Andrew and I, along with two other girls, stepped off the bus and into this world. We were escorted into what seemed to be a huge communal dining area that could probably seat up to 500 people for a meal. We were offered seats, cold drinks and food while our team leader finished his paperwork. Eventually, every I was dotted and T crossed and our leader vanished. I felt a quick chill at the thought, “Oh shit, we’re on our own,” and then we met the adults and kids who would become our adoptive families for the next couple of months. Along with them, there was another gentleman who was a perfect advertisement for an aging cowboy: about 65 years old, small, chubby, with a gun holstered, Wild West style, on his belt. He and I would become quite friendly, but that wouldn’t happen for about a week.
An older woman walked up and shook my hand. “I am Hava (pronounced Chava),” she said, “and I will be your kibbutz mother.” Her husband, whose name is lost to my memory, and then two of her children, one of whom was the same age as me, followed suit. A similar scene was playing out all around me with all the people who had joined me on Hazorea. Ever so gently, we were being coaxed into our new lives.
Hazorea was large in comparison to the other kibbutzim we’d seen that day. It had about 800 inhabitants at that time; you can see what it looked like back then here:
http://www.hazorea.org.il/ViewArticle.aspx?articleID=113. The whole property totaled about 300 acres, with chicken coops and fishponds to the west of the residential areas and a polyethylene bag factory to the south. It had dwellings of two or three different styles, a theatre, swimming pool (really a pond, but more about this later), dining hall, and offices. The funniest thing to me was the plastic bag factory. After working my tender young arse off for two years selling plastic bags, I found myself in the middle of nowhere with yet more plastic bags! However, at that time the bag factory was fairly new. The bread and butter of this kibbutz were the chickens.

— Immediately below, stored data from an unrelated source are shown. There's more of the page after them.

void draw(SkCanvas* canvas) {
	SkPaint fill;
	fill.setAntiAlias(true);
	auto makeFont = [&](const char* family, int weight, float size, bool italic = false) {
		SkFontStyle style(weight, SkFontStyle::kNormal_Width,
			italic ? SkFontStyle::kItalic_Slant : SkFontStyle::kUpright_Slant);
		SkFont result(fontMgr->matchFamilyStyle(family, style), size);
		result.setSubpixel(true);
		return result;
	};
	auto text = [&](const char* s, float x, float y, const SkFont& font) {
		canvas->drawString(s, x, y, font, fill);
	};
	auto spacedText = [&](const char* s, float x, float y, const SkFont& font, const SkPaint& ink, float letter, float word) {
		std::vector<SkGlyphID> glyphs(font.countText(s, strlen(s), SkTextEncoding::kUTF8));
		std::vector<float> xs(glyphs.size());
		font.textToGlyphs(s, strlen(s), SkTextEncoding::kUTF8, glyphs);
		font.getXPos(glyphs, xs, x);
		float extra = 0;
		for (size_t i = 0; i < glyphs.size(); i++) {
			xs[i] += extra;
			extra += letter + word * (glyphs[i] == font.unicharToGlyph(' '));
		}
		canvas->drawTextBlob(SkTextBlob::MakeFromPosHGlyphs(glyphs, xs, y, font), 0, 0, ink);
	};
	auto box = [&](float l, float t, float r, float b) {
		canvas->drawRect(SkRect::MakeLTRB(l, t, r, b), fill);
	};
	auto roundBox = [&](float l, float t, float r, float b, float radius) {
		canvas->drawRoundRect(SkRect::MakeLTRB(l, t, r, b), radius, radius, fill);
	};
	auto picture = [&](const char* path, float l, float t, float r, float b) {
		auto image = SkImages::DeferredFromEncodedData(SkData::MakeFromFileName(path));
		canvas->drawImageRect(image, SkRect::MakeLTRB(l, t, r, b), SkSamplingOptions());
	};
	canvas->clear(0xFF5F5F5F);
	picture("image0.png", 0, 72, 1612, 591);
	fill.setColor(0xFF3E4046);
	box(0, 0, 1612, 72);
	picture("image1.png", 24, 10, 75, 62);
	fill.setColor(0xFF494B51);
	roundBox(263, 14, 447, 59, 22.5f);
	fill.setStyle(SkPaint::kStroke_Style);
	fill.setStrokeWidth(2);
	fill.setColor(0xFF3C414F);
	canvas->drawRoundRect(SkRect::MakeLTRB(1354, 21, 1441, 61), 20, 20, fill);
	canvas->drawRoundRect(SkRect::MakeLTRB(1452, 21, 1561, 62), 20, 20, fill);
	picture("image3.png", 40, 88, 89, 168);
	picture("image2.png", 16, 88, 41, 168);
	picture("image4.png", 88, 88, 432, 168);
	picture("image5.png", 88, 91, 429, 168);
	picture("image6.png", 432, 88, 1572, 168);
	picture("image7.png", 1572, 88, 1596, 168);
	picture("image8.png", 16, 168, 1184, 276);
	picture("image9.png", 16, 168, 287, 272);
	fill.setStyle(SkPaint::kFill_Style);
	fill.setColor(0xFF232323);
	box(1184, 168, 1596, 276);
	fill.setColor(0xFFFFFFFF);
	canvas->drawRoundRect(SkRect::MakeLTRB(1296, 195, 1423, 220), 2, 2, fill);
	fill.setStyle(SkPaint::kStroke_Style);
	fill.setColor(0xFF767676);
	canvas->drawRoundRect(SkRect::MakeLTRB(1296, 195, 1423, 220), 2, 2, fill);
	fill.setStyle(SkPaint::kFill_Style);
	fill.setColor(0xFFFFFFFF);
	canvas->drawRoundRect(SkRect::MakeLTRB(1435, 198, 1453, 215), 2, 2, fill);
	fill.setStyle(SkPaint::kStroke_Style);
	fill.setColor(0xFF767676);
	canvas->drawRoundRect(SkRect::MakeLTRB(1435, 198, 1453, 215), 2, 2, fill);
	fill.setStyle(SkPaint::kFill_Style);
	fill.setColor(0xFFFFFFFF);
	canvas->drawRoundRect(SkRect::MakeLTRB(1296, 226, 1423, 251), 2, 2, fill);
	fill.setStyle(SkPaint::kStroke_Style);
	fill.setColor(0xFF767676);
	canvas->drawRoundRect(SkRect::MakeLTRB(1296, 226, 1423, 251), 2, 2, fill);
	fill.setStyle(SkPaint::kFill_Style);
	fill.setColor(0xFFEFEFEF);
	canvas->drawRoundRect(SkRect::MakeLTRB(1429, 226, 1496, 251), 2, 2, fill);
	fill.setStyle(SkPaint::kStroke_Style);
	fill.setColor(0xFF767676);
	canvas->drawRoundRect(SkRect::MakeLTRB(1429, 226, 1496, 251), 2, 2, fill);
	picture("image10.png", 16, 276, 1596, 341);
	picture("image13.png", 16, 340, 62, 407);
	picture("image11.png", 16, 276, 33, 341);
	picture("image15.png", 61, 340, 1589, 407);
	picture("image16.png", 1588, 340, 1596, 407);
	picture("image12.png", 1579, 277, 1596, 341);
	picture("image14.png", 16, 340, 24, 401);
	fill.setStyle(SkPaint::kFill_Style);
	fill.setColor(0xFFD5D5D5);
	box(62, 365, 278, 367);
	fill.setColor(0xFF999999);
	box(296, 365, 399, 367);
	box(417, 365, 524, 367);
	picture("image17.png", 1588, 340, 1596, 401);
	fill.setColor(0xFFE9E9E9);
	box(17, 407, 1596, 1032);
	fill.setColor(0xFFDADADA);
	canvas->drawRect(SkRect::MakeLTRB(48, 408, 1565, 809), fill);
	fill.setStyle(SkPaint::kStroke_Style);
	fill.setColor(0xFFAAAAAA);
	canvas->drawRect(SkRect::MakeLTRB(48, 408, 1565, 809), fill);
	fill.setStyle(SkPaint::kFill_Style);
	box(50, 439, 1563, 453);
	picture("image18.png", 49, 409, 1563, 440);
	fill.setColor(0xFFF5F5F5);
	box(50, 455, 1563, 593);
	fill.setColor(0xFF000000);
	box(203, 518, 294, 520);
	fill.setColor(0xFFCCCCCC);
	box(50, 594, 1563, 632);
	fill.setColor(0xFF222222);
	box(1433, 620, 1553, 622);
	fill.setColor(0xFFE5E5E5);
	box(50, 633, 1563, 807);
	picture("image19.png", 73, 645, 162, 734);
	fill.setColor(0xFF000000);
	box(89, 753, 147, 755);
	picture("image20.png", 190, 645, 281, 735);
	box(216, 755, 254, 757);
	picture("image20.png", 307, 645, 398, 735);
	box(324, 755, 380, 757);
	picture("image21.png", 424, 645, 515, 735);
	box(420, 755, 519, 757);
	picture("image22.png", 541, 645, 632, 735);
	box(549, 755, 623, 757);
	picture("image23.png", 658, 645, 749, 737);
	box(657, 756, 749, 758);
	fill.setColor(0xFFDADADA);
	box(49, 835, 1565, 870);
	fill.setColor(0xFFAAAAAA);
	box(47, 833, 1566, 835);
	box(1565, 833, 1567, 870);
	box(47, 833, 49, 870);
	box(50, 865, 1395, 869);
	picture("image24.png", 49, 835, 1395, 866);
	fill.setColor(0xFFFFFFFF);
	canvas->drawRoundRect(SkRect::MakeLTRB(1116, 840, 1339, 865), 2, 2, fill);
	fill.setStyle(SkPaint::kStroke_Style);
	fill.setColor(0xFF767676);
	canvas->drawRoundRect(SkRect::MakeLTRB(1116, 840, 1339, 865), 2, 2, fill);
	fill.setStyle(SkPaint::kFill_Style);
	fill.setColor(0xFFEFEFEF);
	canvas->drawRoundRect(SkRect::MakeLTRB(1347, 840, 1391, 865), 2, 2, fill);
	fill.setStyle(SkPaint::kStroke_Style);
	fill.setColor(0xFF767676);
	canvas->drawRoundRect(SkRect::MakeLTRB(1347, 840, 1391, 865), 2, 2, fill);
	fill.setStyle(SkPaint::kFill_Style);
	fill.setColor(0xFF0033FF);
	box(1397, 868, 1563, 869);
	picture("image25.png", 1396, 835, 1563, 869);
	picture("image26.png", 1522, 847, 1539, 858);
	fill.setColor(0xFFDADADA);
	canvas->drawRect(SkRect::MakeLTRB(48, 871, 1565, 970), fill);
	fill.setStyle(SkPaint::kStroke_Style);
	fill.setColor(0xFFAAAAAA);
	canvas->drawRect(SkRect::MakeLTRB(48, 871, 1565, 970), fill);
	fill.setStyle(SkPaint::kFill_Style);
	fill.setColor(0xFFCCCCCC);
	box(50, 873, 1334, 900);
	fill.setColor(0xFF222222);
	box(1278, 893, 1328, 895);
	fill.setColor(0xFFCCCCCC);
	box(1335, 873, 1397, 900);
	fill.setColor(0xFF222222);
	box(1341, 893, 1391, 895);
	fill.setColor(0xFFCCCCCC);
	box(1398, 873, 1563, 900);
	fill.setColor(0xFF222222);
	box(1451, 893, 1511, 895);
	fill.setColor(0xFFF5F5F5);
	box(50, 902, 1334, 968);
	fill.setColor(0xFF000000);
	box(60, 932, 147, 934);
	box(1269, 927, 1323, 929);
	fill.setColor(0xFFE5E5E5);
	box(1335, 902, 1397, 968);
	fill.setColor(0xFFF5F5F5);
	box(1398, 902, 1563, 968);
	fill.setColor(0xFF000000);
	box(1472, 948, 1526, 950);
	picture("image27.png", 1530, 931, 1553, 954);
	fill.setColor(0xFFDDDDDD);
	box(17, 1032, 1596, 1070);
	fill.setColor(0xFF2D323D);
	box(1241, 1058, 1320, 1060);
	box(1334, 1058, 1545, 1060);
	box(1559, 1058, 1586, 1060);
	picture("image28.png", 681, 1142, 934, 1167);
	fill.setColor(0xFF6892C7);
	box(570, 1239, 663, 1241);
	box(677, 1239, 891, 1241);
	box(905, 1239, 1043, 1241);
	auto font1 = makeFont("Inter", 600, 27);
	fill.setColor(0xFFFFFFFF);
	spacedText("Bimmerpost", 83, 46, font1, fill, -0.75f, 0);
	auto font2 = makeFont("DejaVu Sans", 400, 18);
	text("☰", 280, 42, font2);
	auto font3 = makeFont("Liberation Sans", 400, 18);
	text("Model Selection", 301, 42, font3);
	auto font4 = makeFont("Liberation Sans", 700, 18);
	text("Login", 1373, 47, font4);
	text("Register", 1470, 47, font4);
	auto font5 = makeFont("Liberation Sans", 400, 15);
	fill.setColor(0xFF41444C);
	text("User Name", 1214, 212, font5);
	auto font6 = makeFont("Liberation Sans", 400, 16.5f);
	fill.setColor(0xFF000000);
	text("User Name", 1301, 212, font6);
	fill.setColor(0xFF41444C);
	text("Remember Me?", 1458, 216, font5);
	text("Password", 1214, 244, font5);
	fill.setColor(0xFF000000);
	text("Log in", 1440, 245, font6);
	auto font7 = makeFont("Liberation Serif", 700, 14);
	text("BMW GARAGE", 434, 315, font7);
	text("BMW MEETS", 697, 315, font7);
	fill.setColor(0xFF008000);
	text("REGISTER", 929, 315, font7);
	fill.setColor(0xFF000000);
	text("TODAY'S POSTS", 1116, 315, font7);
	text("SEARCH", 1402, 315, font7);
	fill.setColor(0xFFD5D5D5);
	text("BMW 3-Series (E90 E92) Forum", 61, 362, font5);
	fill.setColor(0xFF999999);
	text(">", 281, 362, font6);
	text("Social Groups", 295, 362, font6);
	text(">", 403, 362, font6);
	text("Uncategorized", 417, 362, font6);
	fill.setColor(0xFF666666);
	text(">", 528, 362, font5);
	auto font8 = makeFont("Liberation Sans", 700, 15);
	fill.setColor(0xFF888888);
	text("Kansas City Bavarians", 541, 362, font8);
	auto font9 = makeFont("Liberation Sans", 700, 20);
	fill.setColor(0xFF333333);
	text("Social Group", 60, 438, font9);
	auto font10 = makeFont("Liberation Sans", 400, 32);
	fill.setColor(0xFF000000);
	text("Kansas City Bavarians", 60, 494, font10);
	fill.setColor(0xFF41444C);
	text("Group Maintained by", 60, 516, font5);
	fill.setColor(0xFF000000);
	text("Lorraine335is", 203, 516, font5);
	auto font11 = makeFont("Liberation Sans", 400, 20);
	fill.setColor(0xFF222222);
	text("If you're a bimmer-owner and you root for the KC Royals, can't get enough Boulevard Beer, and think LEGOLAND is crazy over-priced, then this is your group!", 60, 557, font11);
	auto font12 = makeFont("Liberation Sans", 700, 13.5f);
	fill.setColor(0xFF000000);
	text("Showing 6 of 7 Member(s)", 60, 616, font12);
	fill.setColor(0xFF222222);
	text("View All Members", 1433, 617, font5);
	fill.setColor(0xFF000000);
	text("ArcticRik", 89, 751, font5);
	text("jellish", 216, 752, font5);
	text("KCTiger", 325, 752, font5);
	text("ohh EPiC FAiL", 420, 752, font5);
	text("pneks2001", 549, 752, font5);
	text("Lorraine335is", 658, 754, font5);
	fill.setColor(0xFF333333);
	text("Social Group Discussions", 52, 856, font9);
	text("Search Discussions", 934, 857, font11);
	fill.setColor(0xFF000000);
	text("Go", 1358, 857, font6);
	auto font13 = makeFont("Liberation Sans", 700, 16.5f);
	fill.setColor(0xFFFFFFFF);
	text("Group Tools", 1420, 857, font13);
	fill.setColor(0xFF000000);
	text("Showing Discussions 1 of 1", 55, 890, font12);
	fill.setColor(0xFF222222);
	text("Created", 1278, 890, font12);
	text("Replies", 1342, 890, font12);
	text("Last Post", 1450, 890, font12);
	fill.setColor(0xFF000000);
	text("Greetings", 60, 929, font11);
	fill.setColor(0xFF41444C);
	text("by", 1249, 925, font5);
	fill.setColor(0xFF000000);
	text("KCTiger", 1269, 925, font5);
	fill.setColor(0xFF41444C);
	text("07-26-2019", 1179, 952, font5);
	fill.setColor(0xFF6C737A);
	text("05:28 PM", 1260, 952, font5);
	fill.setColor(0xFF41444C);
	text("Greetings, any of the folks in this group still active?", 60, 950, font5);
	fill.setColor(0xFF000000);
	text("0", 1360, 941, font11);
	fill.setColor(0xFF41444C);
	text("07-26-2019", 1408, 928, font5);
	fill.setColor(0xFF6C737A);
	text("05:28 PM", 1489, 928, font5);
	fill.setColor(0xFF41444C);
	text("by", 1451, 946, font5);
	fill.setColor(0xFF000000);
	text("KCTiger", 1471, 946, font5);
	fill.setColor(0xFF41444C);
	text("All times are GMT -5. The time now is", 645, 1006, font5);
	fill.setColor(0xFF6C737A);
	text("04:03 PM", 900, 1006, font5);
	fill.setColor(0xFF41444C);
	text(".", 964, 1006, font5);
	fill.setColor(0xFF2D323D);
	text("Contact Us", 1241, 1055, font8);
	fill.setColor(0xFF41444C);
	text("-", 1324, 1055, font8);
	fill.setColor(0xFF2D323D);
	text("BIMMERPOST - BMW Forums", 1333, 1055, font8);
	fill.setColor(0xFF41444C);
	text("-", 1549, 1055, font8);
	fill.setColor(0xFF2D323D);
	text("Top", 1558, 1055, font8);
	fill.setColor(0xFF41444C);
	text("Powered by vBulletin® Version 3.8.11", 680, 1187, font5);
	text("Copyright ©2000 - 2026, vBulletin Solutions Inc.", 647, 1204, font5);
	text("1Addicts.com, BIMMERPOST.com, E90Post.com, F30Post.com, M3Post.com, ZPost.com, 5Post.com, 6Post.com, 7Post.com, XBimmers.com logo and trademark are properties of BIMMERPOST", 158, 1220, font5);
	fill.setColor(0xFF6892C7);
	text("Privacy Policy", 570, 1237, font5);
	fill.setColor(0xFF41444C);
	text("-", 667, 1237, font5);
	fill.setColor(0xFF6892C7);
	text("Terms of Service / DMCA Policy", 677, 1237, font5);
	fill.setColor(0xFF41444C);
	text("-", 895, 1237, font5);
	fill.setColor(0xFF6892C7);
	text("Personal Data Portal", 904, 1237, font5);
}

German Jews had populated Hazorea, and so it was no surprise to find that Hava and the rest of her family originated in that country, as did most of the other permanent residents. German Jews were renowned for being yeke like, which basically means “precise and regimented.” In the few minutes I’d had to look around, I could see from the layout that this place embodied those qualities. It was clean, neat, and orderly.
On any kibbutz, volunteers come from all over the world to work, to learn Hebrew in an intensive school called an ulpan, and sometimes just to get away from something that they just don’t want to be part of any more. On Hazorea we had men and women, boys and girls, ages 16 to 35, from South Africa, the U.S., Australia, Europe and many more countries. Some were Jewish, some not, but all with one goal: to be part of this new country, this wilderness that had turned fertile, and this potentially life-changing experience.
Avi, Hava’s son, escorted me to my sleeping quarters with Andrew following along accompanied by his newfound family friend. We were quite surprised to learn that we would be sharing rooms with an Israeli and not with one another. The kids “dorms” were actually huts, where all the children from age four upwards slept. That was customary on a kibbutz at that time: all the kids were separated from their parents and schooled, fed and housed in a different part of the complex. On Friday nights, instead of eating alone, all the families got together for a reunion of sorts. It was quite strange to witness at first, but we soon became accustomed to their ways, and most of them turned out to make good sense.
My room was sparse, with one cupboard, a fan and two beds, both single but quite comfortable. Avi would be my roommate, and he immediately won my enmity by offering my platform shoes pride of place at the end of his bed (while he and two of his buddies shared a barely-concealed a laugh in their native tongue at my expense). Damn these shoes I thought as I pushed them under the bed. If all went well, I wouldn’t see them again until I got off the plane in Glasgow come September.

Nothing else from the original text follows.